[Records from a data collection]

════════

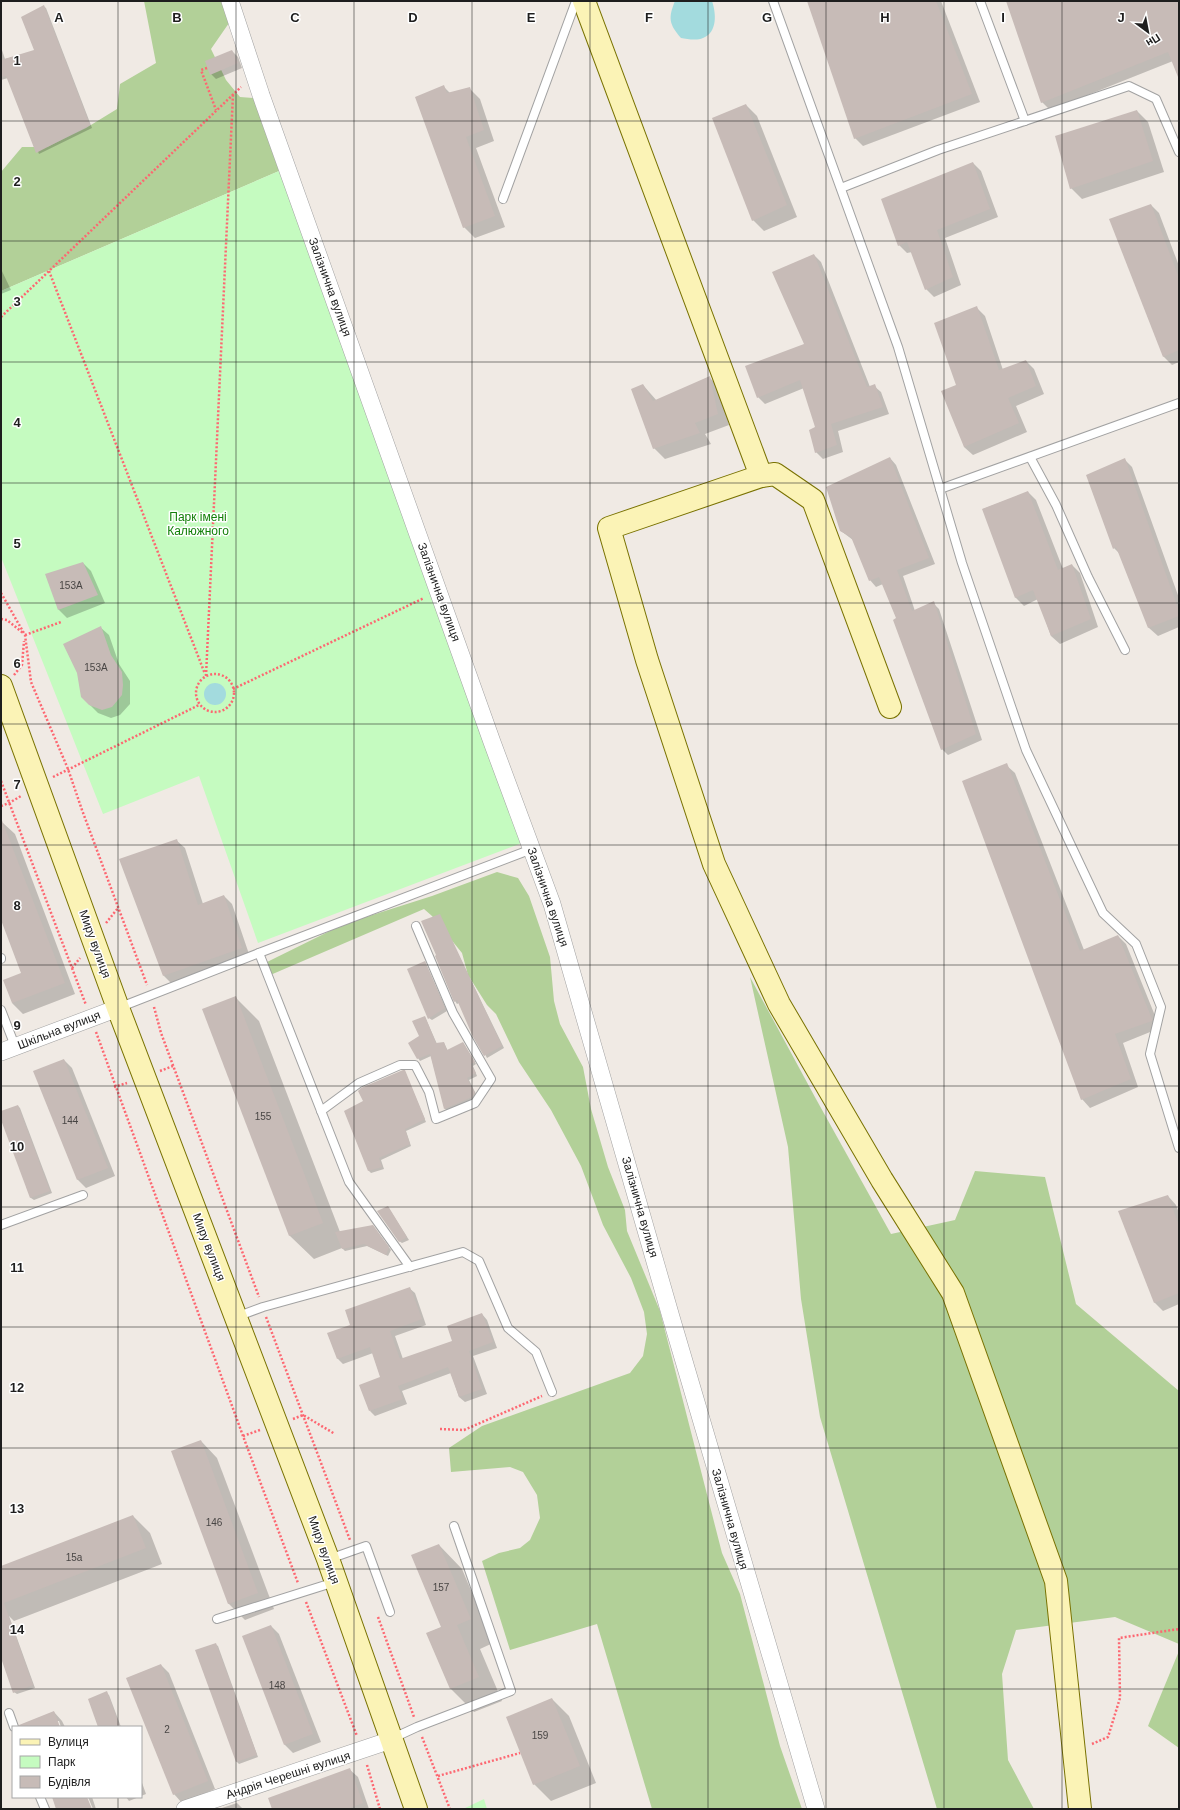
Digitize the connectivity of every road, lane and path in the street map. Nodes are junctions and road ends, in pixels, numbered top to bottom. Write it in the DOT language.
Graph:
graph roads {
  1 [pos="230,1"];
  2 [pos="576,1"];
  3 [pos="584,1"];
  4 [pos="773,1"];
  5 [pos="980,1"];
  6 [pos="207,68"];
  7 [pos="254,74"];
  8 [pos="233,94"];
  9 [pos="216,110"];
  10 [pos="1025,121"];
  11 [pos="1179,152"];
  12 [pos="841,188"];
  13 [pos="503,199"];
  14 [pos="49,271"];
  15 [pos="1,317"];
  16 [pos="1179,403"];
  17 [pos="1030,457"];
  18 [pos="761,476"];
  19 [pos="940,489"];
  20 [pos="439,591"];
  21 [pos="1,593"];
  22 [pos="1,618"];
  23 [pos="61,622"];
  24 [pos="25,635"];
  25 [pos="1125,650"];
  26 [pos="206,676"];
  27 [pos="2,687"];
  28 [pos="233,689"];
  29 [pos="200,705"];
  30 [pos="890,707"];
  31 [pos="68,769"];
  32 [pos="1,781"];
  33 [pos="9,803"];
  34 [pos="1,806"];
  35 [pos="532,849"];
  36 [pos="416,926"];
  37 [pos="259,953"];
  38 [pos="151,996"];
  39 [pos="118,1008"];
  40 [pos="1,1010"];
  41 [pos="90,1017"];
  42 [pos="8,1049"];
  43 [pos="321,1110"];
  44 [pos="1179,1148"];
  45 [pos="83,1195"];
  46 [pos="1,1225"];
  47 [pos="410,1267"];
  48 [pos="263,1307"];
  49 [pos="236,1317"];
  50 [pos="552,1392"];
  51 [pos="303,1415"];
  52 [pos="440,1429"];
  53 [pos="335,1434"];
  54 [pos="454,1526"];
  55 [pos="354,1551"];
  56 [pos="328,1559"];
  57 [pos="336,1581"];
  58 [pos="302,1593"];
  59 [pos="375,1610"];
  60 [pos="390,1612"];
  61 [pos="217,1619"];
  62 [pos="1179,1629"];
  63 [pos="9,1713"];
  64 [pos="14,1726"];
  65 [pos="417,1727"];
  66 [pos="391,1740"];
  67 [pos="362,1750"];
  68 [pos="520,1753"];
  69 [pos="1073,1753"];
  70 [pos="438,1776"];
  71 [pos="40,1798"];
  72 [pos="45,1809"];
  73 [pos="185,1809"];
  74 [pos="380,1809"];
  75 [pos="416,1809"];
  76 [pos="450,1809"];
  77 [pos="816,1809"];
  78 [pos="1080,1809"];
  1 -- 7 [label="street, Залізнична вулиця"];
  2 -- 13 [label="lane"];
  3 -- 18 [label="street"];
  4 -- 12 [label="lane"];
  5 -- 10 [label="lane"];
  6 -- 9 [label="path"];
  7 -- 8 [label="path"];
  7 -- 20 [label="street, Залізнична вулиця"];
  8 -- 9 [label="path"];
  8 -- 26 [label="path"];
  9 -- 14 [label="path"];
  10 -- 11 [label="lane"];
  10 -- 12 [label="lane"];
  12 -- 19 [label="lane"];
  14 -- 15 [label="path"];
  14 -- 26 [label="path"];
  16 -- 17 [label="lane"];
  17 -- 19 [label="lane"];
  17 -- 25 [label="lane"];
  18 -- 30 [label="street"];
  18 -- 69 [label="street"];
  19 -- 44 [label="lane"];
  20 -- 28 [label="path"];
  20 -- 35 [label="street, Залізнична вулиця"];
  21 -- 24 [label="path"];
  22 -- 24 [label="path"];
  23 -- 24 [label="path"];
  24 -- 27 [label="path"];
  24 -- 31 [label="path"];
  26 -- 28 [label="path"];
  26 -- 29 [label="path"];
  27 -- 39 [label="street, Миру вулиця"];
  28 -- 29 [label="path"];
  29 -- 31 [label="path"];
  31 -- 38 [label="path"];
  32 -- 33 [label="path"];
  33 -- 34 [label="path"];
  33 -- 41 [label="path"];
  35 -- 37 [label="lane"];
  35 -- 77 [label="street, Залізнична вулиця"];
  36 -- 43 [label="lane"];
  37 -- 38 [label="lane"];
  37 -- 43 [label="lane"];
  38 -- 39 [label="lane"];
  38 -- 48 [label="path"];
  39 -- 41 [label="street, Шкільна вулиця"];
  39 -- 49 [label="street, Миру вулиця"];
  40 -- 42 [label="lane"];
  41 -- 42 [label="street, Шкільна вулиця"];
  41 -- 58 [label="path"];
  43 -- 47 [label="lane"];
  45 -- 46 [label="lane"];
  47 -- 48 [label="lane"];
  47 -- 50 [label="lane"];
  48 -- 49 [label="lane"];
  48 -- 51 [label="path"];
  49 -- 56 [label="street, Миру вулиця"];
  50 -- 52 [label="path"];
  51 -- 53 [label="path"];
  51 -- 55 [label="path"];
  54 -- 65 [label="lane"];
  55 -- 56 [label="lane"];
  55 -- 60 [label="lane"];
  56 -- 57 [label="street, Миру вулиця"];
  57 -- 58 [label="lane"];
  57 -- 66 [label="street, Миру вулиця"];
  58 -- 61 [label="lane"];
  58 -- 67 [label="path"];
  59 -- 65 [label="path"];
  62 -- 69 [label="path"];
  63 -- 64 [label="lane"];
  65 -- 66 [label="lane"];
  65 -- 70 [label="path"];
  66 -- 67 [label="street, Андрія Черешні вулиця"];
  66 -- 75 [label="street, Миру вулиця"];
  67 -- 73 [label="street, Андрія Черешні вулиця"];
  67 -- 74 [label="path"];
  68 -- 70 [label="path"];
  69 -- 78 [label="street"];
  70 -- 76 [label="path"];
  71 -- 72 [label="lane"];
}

════════

Provide a count of the lines in the data above that include the word "Черешні", stating the number alone.

Answer to the exercise: 2